# Aim of the task
Find the word "view" in the listing; pull out each line holding it.
Top of Extracted records
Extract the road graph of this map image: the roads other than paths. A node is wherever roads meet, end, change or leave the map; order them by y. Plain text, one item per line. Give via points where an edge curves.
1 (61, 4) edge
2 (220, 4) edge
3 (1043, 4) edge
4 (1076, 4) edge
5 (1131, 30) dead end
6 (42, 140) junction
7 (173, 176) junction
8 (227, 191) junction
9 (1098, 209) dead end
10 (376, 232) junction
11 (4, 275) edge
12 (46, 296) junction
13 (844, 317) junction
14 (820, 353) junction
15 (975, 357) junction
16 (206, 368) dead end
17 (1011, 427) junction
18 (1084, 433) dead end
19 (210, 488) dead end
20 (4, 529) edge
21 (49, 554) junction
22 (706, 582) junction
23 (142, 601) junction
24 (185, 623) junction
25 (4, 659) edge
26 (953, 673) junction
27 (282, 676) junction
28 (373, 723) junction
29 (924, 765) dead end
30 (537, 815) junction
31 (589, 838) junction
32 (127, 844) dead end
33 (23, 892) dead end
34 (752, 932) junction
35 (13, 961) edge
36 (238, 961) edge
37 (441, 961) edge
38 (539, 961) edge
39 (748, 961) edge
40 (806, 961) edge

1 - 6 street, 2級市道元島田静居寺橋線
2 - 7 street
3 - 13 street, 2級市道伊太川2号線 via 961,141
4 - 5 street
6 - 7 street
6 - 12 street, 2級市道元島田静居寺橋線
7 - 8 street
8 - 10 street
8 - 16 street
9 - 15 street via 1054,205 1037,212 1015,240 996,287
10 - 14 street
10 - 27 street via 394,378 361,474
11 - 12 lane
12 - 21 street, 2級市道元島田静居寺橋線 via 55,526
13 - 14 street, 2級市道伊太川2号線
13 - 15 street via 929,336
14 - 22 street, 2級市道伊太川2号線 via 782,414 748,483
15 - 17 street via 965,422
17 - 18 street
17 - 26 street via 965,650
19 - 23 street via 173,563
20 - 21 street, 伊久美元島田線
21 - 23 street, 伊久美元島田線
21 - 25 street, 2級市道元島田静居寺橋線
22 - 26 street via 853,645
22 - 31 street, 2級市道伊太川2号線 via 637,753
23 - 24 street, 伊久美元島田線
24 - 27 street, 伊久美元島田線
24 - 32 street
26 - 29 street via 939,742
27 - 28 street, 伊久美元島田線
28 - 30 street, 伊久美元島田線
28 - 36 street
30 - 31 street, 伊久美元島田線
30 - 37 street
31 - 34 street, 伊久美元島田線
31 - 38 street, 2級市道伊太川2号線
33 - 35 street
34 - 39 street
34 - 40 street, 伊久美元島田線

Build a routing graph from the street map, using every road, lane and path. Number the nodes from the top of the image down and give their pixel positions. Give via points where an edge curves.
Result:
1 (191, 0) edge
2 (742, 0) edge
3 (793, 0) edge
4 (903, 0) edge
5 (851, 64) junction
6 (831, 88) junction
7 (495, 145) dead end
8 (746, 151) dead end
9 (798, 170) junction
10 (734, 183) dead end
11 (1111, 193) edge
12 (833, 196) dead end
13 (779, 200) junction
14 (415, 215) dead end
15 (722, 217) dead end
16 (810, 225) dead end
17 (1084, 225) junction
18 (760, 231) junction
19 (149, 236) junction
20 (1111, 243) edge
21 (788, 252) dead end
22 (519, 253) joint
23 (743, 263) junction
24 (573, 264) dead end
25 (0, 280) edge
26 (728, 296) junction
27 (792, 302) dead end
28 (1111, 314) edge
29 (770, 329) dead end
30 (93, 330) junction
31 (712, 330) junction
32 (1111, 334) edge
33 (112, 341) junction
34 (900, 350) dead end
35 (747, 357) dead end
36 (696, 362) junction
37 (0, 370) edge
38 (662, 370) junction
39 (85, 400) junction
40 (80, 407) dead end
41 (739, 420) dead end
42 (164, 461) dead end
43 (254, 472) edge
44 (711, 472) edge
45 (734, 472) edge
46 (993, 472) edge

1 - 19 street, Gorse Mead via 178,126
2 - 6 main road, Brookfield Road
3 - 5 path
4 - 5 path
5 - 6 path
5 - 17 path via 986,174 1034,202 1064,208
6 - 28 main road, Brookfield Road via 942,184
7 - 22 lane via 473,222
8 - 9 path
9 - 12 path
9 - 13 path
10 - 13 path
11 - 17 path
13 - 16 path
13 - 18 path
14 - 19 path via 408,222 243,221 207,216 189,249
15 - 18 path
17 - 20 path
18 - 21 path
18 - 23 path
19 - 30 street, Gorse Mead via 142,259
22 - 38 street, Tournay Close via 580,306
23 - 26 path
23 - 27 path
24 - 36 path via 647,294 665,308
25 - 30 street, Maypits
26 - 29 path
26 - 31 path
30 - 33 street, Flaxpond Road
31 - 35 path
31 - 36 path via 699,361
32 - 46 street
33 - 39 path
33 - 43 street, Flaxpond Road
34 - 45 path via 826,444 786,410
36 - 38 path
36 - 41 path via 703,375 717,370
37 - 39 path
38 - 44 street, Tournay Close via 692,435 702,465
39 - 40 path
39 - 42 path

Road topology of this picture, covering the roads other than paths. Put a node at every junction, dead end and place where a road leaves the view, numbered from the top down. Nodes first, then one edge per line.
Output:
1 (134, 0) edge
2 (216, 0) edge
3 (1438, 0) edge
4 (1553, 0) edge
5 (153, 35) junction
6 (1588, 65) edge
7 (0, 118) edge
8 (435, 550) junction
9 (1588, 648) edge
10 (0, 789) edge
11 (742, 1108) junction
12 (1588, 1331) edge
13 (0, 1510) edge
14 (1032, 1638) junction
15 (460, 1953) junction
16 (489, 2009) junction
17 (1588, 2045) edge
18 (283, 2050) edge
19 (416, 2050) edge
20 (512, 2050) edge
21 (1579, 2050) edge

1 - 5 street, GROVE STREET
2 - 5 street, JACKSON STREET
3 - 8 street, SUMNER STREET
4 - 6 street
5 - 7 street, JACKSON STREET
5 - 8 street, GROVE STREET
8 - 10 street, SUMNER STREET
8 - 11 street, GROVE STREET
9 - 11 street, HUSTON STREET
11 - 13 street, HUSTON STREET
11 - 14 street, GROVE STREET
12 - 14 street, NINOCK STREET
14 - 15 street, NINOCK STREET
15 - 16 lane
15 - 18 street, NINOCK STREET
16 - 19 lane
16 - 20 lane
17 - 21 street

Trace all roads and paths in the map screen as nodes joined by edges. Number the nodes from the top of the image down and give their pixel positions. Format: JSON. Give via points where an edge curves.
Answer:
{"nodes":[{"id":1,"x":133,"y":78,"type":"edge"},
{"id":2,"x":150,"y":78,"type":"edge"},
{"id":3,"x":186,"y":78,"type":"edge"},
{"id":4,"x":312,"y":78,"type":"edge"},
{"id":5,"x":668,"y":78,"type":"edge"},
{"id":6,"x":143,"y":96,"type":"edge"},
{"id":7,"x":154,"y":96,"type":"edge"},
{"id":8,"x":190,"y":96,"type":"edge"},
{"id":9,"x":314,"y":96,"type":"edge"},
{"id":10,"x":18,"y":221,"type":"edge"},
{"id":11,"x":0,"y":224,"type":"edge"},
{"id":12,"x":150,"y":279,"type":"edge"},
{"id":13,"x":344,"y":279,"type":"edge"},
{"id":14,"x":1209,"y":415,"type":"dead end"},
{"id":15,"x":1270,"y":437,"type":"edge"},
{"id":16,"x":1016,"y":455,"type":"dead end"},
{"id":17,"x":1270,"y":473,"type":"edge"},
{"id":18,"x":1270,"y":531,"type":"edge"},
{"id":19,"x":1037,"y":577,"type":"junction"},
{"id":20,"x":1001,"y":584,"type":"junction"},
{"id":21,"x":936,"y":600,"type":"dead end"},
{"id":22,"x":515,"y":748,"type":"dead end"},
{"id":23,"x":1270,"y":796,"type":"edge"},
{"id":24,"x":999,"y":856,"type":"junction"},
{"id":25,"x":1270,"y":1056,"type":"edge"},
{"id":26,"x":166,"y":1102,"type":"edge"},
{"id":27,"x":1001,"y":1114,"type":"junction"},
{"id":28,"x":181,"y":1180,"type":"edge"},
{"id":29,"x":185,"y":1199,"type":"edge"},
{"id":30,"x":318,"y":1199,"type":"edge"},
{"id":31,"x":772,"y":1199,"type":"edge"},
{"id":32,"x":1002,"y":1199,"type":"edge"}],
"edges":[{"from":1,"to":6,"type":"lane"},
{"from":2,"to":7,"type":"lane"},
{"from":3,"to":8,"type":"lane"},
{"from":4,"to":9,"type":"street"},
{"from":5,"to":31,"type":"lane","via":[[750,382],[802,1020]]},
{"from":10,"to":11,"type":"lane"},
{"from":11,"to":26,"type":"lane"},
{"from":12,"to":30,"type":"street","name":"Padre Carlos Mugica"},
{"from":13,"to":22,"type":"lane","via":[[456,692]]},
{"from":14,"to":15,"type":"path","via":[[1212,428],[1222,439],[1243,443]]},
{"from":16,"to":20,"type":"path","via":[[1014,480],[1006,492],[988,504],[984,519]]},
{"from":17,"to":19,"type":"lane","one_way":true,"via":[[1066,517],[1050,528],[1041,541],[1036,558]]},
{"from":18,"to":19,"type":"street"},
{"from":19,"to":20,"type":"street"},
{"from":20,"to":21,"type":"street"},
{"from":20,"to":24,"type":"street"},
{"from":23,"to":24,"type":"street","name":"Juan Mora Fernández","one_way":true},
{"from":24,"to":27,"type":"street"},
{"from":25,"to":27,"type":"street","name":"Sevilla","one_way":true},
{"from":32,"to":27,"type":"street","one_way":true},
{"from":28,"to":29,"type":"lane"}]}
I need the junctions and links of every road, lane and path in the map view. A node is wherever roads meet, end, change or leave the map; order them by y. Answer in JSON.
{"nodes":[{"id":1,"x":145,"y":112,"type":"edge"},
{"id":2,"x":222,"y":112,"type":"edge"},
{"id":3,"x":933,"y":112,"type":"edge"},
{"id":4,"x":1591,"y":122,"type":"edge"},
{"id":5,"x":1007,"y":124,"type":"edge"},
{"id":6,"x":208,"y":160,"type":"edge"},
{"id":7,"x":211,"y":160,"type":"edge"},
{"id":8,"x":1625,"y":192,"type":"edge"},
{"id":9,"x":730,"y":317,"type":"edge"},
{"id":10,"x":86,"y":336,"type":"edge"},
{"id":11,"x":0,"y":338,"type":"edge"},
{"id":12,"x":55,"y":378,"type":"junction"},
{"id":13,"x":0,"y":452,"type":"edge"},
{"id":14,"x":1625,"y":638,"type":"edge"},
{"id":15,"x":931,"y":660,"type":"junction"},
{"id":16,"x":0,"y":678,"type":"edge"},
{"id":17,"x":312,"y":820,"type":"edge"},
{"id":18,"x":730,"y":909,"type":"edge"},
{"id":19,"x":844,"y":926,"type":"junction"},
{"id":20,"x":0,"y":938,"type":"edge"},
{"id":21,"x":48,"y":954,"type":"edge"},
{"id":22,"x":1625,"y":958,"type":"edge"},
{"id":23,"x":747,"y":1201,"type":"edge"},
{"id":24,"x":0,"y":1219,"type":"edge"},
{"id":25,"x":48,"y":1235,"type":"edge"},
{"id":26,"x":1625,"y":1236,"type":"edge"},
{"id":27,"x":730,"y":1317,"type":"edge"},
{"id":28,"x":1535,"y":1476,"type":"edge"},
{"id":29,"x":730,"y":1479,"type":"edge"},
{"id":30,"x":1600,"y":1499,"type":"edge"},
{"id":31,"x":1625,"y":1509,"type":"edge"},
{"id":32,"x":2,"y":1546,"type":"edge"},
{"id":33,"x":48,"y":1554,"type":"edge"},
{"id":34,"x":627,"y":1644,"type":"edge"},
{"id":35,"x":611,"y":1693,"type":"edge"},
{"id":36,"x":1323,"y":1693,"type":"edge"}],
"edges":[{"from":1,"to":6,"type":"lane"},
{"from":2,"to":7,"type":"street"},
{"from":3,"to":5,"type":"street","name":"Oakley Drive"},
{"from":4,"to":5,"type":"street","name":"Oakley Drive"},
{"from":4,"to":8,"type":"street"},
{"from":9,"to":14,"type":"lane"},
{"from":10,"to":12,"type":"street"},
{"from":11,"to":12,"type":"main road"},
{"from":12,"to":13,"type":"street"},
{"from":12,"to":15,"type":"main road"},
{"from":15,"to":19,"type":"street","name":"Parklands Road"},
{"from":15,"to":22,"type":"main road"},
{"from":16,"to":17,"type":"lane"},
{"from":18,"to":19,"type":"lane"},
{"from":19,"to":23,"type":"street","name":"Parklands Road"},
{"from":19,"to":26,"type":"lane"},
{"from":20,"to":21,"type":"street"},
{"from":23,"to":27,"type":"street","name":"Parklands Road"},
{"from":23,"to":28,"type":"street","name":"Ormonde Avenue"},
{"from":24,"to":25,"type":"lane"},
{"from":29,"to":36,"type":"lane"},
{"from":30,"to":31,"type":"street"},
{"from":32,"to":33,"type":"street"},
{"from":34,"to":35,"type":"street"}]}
Bottom of Extracted records
# Reply to the task
Road topology of this picture, covering the roads other than paths. Put a node at every junction, dead end and place where a road leaves the view, numbered from the top down. Nodes first, then one edge per line.
I need the junctions and links of every road, lane and path in the map view. A node is wherever roads meet, end, change or leave the map; order them by y. Answer in JSON.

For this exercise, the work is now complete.